Они вышли на склон и теперь своими глазами увидели огромную огороженную площадь, усеянную, словно пухом из разорванной подушки, белыми живыми точками.
Неизвестно, где кончалась земля и начиналась вода, потому что утки сплошной массой покрывали и берег, и пруд, двигались какими-то концентрическими кругами, а в одном месте, куда, видно было, все стремились и где маячили фигурки работниц, сыпавших что-то из ведер, творилось нечто подобное кипящему котлу.
Кусты под изгородью зашуршали, и вышел хромой человек, неся в обеих руках за лапы, как охотник, с дюжину мертвых уток.
— Что он, зачем он? — подозрительно спросил прокурор.
— Дохнут, окаянные.
— То есть как?
— Да кто их знает. Столько тысяч — которую затопчут или от жары, а то что-нибудь сглотнула. Ведь тут их, почитай, целый город народу, кто-нибудь да и помрет.
— Сторожей много держите? — деловито поинтересовался милиционер.
— Вот этот один, хромой.
— На такое хозяйство? — усомнился Крабов. — А не мало?
— Нет, ничего. Собственно, и ему делать нечего, разве дохлых собирает.
— Скажите, пожалуйста, и не воруют? — недоверчиво покачал головой прокурор, глядя на жиденькую изгородь, которую перешагнул бы и теленок.

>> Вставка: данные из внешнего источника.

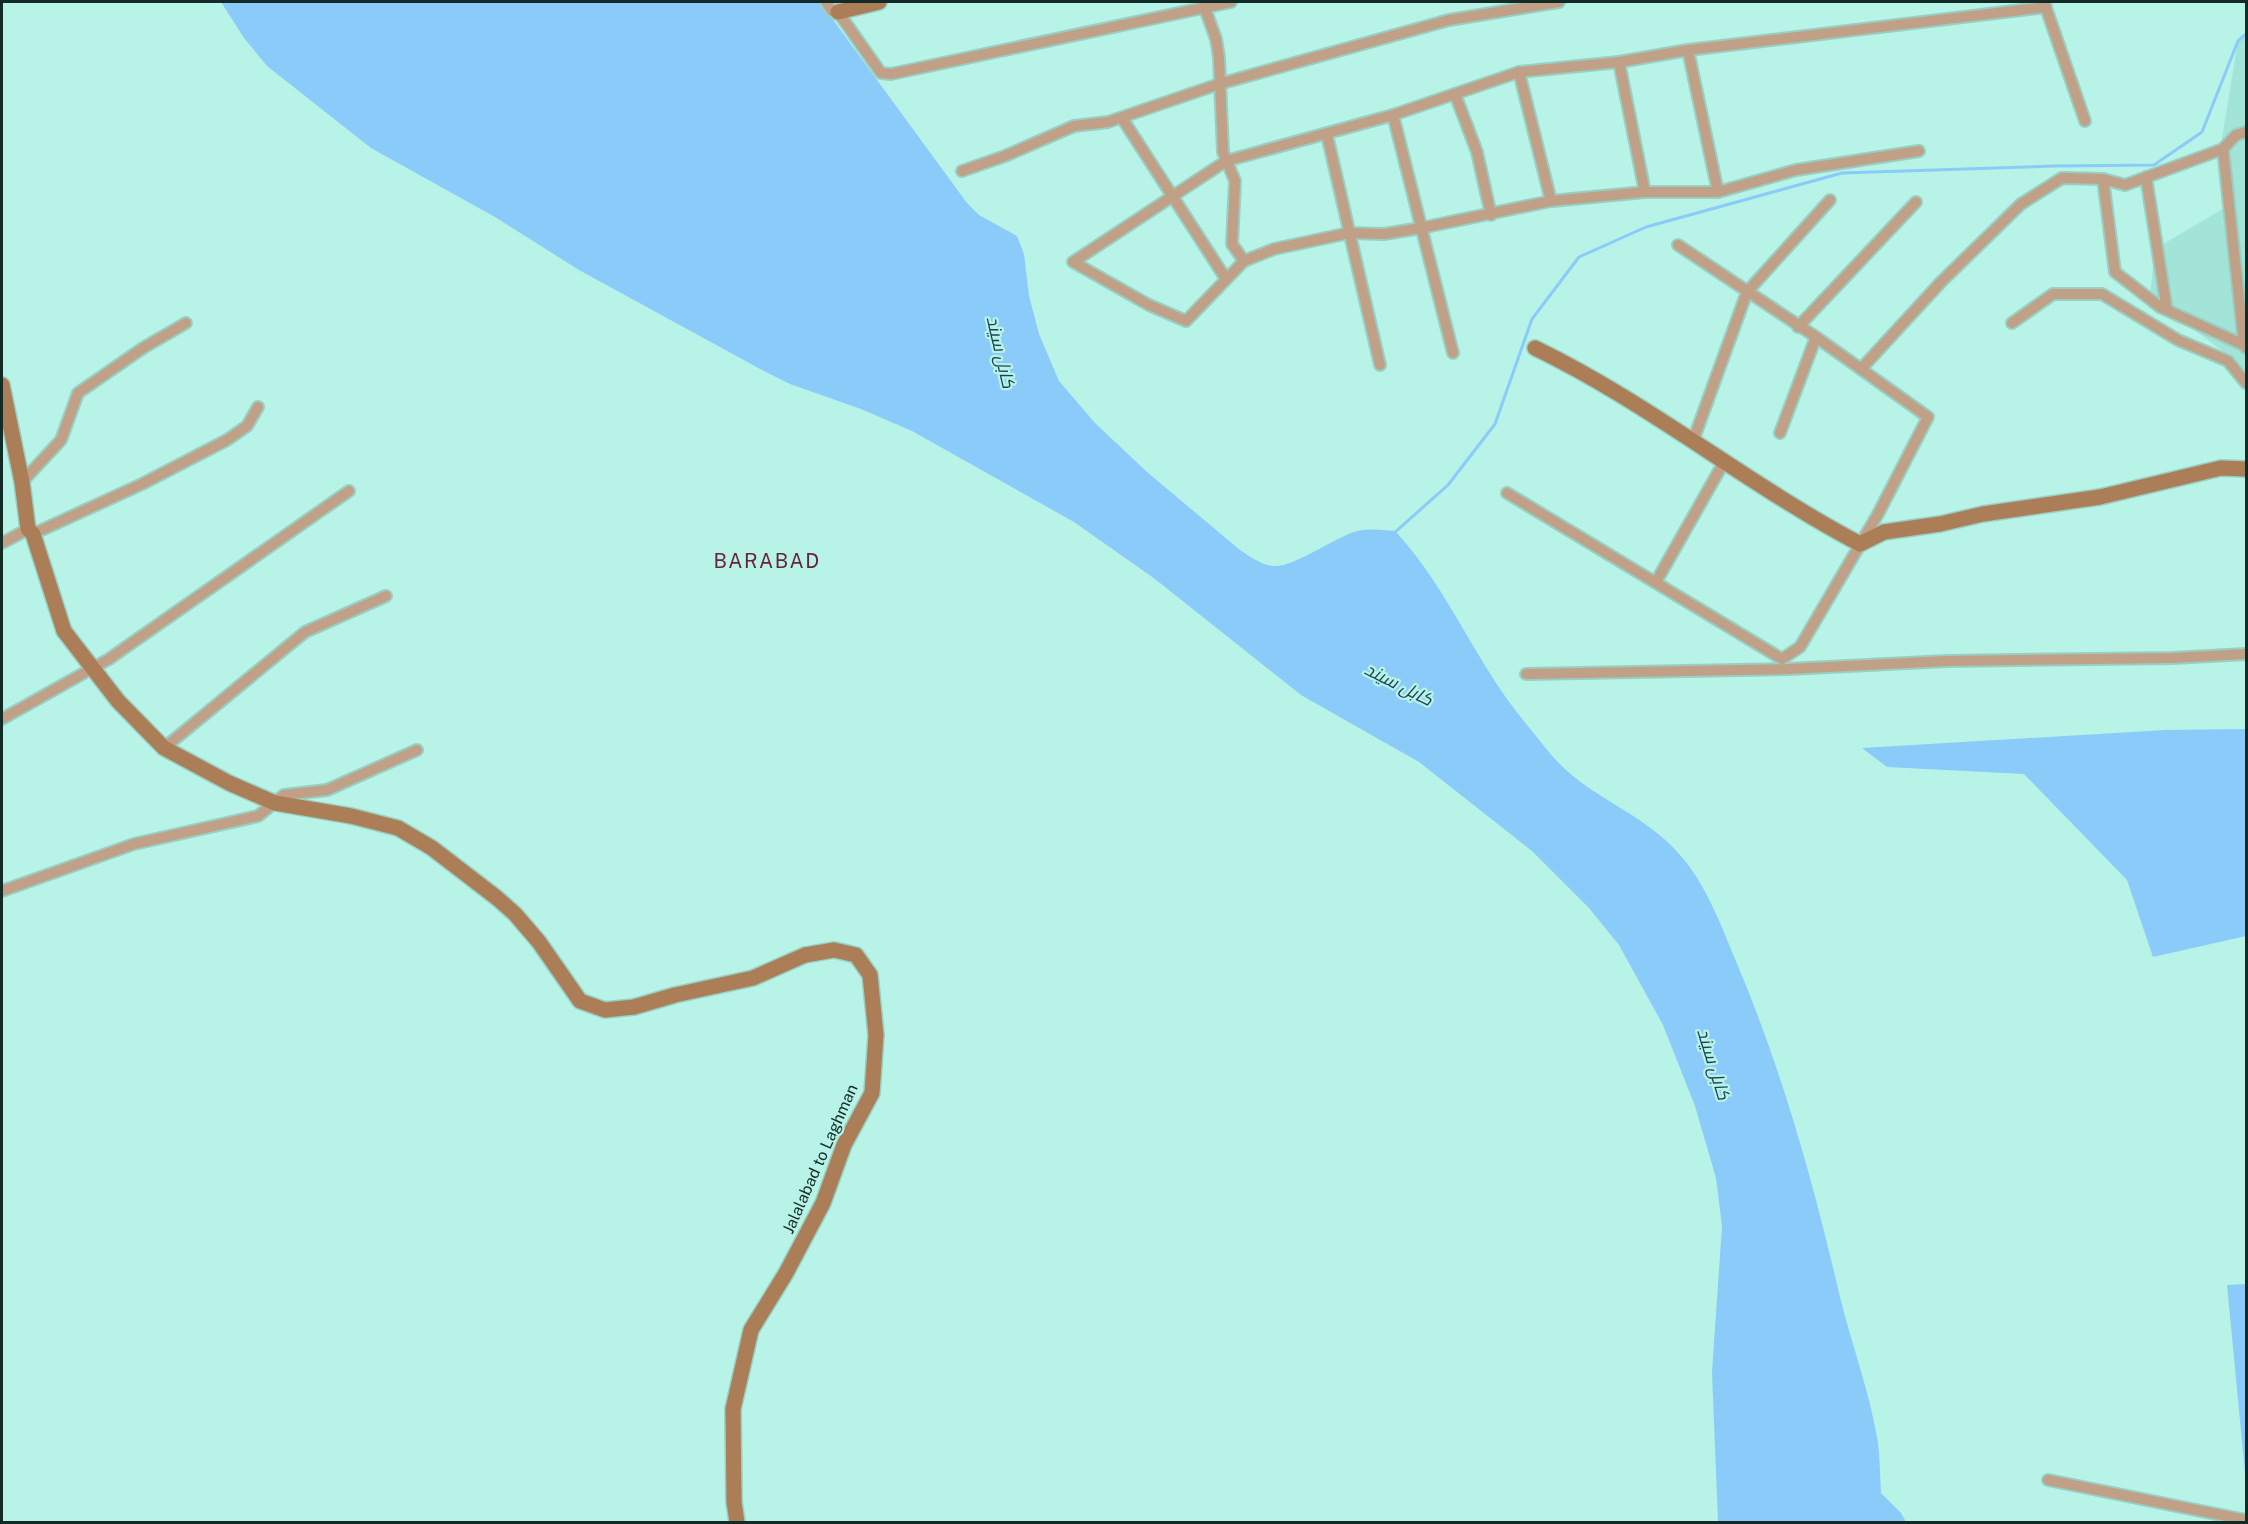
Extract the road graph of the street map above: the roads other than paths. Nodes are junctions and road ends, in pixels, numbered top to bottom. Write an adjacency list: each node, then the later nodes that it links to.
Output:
1 (826, 2): 8 (street)
2 (879, 2): 8 (street)
3 (1231, 2): 6 (street)
4 (1559, 2): 7 (street)
5 (2045, 4): 9 (street); 16 (street)
6 (1203, 5): 8 (street); 12 (street)
7 (1500, 5): 12 (street)
8 (838, 12)
9 (1688, 50): 10 (street); 26 (street)
10 (1619, 62): 11 (street); 25 (street)
11 (1519, 72): 13 (street); 29 (street)
12 (1220, 84): 15 (street); 21 (street)
13 (1455, 94): 14 (street); 31 (street)
14 (1393, 116): 18 (street); 32 (street)
15 (1122, 117): 22 (street); 27 (street)
16 (2085, 121)
17 (2247, 132): 19 (street)
18 (1327, 135): 21 (street); 33 (street)
19 (2223, 149): 23 (street); 43 (street)
20 (1919, 151): 26 (street)
21 (1226, 160): 27 (street); 35 (street)
22 (962, 171)
23 (2146, 177): 24 (street); 38 (street)
24 (2103, 179): 38 (street); 47 (street)
25 (1645, 192): 26 (street); 29 (street)
26 (1718, 192)
27 (1173, 198): 36 (street); 36 (street)
28 (1830, 200): 37 (street)
29 (1551, 201): 31 (street)
30 (1916, 202): 41 (street)
31 (1491, 215): 32 (street)
32 (1421, 228): 33 (street); 45 (street)
33 (1349, 233): 35 (street); 46 (street)
34 (1678, 245): 37 (street)
35 (1244, 261): 36 (street)
36 (1226, 279)
37 (1747, 292): 41 (street); 52 (street)
38 (2167, 310): 43 (street)
39 (186, 323): 55 (street)
40 (2012, 323): 48 (street)
41 (1798, 327): 42 (street)
42 (1816, 337): 47 (street); 51 (street)
43 (2245, 347)
44 (1535, 348): 52 (street)
45 (1453, 353)
46 (1380, 365)
47 (1861, 369): 60 (street)
48 (2247, 382)
49 (2, 386): 55 (street, Jalalabad to Laghman)
50 (258, 407): 58 (street)
51 (1780, 433)
52 (1693, 441): 53 (street)
53 (1724, 462): 60 (street); 61 (street)
54 (2247, 469): 60 (street)
55 (22, 482): 58 (street, Jalalabad to Laghman)
56 (349, 491): 64 (street)
57 (1507, 493): 61 (street)
58 (30, 531): 59 (street); 64 (street, Jalalabad to Laghman)
59 (2, 543)
60 (1860, 544): 61 (street)
61 (1656, 582)
62 (386, 596): 67 (street)
63 (2247, 654): 65 (street)
64 (91, 669): 66 (street); 67 (street, Jalalabad to Laghman)
65 (1526, 674)
66 (2, 719)
67 (164, 748): 69 (street, Jalalabad to Laghman)
68 (417, 750): 69 (street)
69 (274, 803): 70 (street); 73 (street, Jalalabad to Laghman)
70 (2, 891)
71 (2048, 1480): 72 (street)
72 (2247, 1520)
73 (737, 1522)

— Изгородь слаба, — согласился Савин. — Воровать не воруют, но сами иногда сквозь щели уходят. На нижний пруд — там их трудно взять.
— Списываете или как?
— Зачем? Подожду, пока побольше соберется, тогда мальчишки гонят лодкой. Бывает, живут на воле недели по две, иная жирнее становится, чем на наших харчах.
— Помилуйте, но я не совсем понимаю: ведь так каждый может прийти и забрать? — воскликнул прокурор.
— А кому там они нужны!
— Вы ее сперва поймайте попробуйте, — заметил Крабов.
— Но ночью, скажем, спящую, уж я не знаю, но все-таки…
Было видно, что объяснение Савина его не убедило, и он все косился на изгородь.
На склоне к нижнему пруду негусто росли вишневые деревья, усеянные уже чернеющими ягодами. Дорога шла прямо сквозь вишни; среди них паслись две стреноженные лошади, третья распуталась и бродила, волоча за собой веревку.